TASK DESCRIPTION
Of the lines below, write out exactly those from the line with "middle mcp: (475, 188)" through the line with "ring pip: (475, 149)", both included, and skip the rest.

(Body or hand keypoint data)
++++++++++

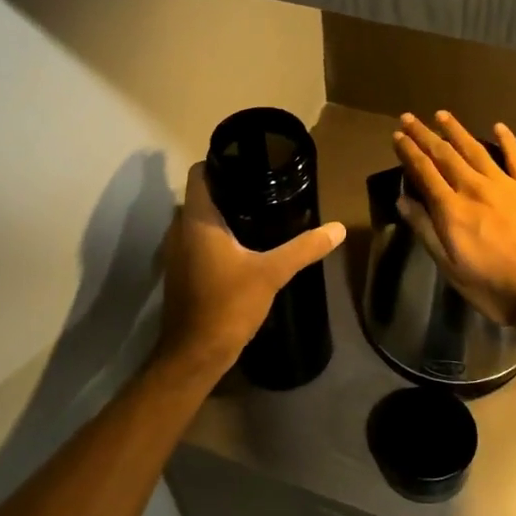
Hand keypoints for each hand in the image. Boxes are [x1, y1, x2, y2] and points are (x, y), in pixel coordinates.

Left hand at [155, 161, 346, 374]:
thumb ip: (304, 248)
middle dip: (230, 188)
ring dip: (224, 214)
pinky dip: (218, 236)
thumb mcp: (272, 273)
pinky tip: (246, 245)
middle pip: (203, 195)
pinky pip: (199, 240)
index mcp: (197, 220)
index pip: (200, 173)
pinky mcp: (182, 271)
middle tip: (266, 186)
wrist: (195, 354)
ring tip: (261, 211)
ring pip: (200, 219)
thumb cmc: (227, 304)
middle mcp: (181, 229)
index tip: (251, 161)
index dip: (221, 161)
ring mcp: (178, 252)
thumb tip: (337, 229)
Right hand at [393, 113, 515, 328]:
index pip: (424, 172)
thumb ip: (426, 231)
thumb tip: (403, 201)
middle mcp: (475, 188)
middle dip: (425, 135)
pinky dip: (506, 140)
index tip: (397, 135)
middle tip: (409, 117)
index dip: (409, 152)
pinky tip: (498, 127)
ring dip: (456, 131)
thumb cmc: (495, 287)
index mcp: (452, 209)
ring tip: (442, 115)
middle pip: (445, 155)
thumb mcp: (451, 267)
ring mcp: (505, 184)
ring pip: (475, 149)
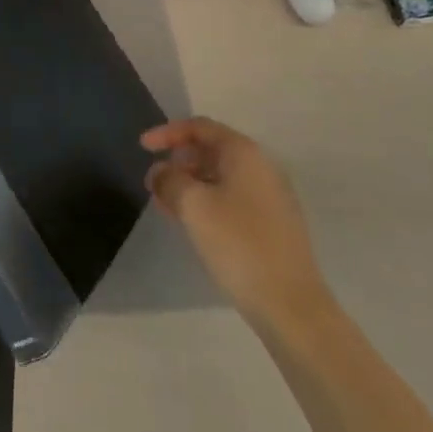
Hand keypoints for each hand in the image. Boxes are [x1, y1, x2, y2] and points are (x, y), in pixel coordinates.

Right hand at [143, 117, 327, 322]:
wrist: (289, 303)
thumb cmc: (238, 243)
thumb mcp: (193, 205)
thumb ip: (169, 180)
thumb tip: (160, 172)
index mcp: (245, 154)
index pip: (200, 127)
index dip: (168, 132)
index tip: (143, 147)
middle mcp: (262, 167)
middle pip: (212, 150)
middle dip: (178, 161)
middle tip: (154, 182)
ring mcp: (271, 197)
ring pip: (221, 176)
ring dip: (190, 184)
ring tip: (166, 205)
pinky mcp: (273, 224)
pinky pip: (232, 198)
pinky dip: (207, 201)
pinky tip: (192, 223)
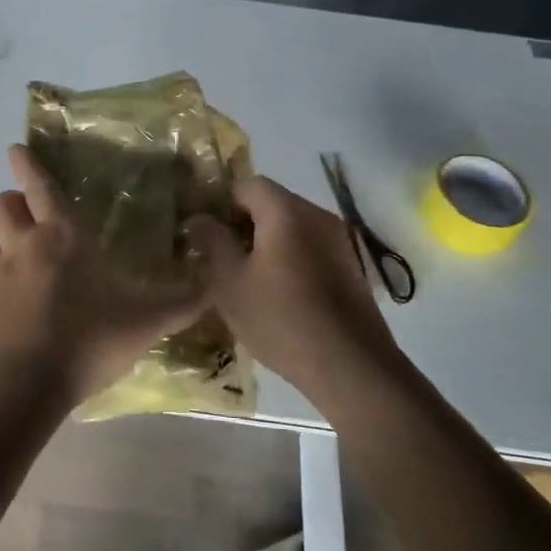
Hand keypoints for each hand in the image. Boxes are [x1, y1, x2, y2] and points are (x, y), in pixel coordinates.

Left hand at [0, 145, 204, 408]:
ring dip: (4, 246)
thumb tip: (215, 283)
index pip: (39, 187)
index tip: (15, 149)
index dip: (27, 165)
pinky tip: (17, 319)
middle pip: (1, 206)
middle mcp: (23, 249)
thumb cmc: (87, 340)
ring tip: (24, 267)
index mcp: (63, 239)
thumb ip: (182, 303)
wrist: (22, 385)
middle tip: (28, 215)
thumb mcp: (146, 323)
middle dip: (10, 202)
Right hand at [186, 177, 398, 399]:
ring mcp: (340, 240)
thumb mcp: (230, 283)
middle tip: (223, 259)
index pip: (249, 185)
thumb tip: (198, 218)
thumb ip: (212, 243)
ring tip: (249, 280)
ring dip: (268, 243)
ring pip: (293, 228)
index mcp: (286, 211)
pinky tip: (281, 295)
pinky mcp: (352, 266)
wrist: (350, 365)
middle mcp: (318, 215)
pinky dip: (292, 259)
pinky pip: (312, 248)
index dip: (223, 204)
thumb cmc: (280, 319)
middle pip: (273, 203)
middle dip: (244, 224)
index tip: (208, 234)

++++++++++

ANSWER BOX
middle mcp: (475, 188)
middle dip: (425, 135)
pinky dip: (506, 140)
index tip: (397, 135)
middle tip: (409, 117)
index dip: (409, 152)
pinky tip: (498, 127)
ring dip: (456, 131)
thumb cmc: (495, 287)
index mcp: (452, 209)
ring tip: (442, 115)
middle pip: (445, 155)
thumb mcp: (451, 267)
ring mcp: (505, 184)
ring pip: (475, 149)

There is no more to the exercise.